Data excerpts START

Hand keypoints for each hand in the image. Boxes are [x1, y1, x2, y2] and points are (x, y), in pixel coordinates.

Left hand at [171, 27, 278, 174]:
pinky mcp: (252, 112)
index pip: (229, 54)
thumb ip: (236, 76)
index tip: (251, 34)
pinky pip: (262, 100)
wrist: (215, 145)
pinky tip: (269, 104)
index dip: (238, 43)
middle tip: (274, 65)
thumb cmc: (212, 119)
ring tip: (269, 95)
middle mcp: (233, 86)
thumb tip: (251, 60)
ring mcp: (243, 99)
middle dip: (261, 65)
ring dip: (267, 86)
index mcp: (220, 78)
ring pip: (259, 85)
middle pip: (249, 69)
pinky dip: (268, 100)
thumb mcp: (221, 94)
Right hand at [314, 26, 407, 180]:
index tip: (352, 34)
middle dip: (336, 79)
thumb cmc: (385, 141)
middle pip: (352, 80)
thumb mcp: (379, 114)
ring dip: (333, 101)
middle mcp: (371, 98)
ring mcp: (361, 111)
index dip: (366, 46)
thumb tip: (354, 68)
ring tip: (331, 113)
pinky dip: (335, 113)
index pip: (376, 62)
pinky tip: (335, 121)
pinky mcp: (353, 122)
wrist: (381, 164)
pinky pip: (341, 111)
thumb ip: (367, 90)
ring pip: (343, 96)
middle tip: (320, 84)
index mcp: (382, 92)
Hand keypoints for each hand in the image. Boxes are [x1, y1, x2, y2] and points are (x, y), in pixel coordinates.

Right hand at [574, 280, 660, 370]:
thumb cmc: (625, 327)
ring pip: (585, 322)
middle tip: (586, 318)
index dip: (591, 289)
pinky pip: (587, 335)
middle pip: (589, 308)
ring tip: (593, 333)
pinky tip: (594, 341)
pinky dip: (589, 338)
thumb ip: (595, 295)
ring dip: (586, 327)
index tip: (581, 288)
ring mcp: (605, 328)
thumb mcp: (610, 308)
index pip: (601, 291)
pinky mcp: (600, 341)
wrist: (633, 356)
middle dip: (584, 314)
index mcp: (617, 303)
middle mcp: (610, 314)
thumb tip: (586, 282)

Data excerpts END

_What is being asked_: Using the data above, reproduce exactly the lines between those holding "middle dip: (336, 79)" and "index pip: (376, 62)", inclusive, and no others.

_Written reply_:
middle dip: (336, 79)
thumb cmc: (385, 141)
middle pip: (352, 80)
thumb mcp: (379, 114)
ring dip: (333, 101)
middle mcp: (371, 98)
ring mcp: (361, 111)
index dip: (366, 46)
thumb tip: (354, 68)
ring tip: (331, 113)
pinky dip: (335, 113)
index pip: (376, 62)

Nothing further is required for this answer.